I'll have a word with those who organise collections (usually my job, but not this time!) and see what they reckon. It might be that no-one has even thought of it.  

I think it could be the making of our year on the road together, as when I map read I do have a tendency to say "just follow that car in front" which I know the other half never appreciates!

Lesley


----------



## Rapide561

*Re: Map*



rayrecrok said:


> Rapide561 said:
> 
> 
> 
> Lesley
> 
> My advice is to hell with SatNav. Get a few good maps and guide books from charity shops and use websites such as www.vimichelin.com etc to find shortest, quickest, economical routes etc.
> 
> In my mind, SatNav is the worse thing ever invented.
> 
> Russell
> 
> 
> 
> Ludite.. :lol: ..
Click to expand...

Yes, I was born in Heckmondwike, a famous stomping ground of the Luddites.

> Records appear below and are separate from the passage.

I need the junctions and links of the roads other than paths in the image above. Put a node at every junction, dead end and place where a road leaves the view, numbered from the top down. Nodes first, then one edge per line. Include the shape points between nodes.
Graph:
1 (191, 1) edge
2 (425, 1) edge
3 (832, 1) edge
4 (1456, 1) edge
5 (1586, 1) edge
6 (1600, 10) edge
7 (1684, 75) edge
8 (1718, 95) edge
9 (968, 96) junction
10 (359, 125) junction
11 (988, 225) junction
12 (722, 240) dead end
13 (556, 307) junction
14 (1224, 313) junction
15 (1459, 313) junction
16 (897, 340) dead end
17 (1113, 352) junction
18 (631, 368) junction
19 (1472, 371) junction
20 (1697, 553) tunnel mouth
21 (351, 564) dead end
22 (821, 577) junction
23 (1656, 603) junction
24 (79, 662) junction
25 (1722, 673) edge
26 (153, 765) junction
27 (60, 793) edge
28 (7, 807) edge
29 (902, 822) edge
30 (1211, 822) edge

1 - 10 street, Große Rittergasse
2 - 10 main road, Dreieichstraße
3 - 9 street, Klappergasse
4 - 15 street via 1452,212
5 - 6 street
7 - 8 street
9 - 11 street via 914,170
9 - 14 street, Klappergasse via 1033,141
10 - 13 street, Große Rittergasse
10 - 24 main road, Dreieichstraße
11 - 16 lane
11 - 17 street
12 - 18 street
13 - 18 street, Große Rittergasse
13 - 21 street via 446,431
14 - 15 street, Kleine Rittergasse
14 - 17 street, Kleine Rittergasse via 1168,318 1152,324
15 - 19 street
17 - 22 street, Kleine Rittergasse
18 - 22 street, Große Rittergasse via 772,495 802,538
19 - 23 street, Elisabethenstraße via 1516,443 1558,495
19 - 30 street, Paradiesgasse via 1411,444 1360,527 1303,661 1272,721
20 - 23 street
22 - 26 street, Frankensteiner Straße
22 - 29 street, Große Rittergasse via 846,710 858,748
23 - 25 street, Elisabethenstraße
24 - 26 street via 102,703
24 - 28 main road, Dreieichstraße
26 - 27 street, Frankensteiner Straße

My map cannot fail to work. Map map will not get broken. Thieves are unlikely to smash a window for a £1.99 ASDA map. Print outs from Google earch and so on can even show all petrol stations and so on...and if I get lost, it is my fault, not the woman in the talking device.

Russell

Edit - I will also add that I find planning the route to be part of the fun. Every night when I worked in the coach industry, we (driver and I) would get together the night before with a map and a pint and plan the next day etc.


----------



## jhelm

I also use our nav on trips where I know the route just to keep track of distance to destination ETA, etc. In our car on such trips it tells me how many kilometers to our destination and the car tells us how far we can go on the amount of gas in the tank; takes out the guess work of deciding when to gas up. Yeah I know when the needle points to empty gas up you don't have to remind me. But say we see that we will be close to empty when we arrive in Milan we might decide to get fuel along the way where it's more convenient.


----------



## jhelm

*Re: Map*



Rapide561 said:


> rayrecrok said:
> 
> 
> 
> 
> 
> Rapide561 said:
> 
> 
> 
> Lesley
> 
> My advice is to hell with SatNav. Get a few good maps and guide books from charity shops and use websites such as www.vimichelin.com etc to find shortest, quickest, economical routes etc.
> 
> In my mind, SatNav is the worse thing ever invented.
> 
> Russell
> 
> 
> 
> Ludite.. :lol: ..
> 
> Click to expand...
> 
> Yes, I was born in Heckmondwike, a famous stomping ground of the Luddites.
> 
> My map cannot fail to work. Map map will not get broken. Thieves are unlikely to smash a window for a £1.99 ASDA map. Print outs from Google earch and so on can even show all petrol stations and so on...and if I get lost, it is my fault, not the woman in the talking device.
> 
> Russell
> 
> Edit - I will also add that I find planning the route to be part of the fun. Every night when I worked in the coach industry, we (driver and I) would get together the night before with a map and a pint and plan the next day etc.
Click to expand...

Lets say you do get lost no matter who's fault it is does one of your maps tell you where you are assuming there are no handy road signs, city names etc. Just giving you a hard time. Nothing wrong with sticking to maps if one is comfortable with them.


----------



## Lesleykh

I know one thing these days - I can barely read the maps and we have to stop, find reading glasses, sometimes torches... I'm liking the sound of this SAT NAV lark more and more.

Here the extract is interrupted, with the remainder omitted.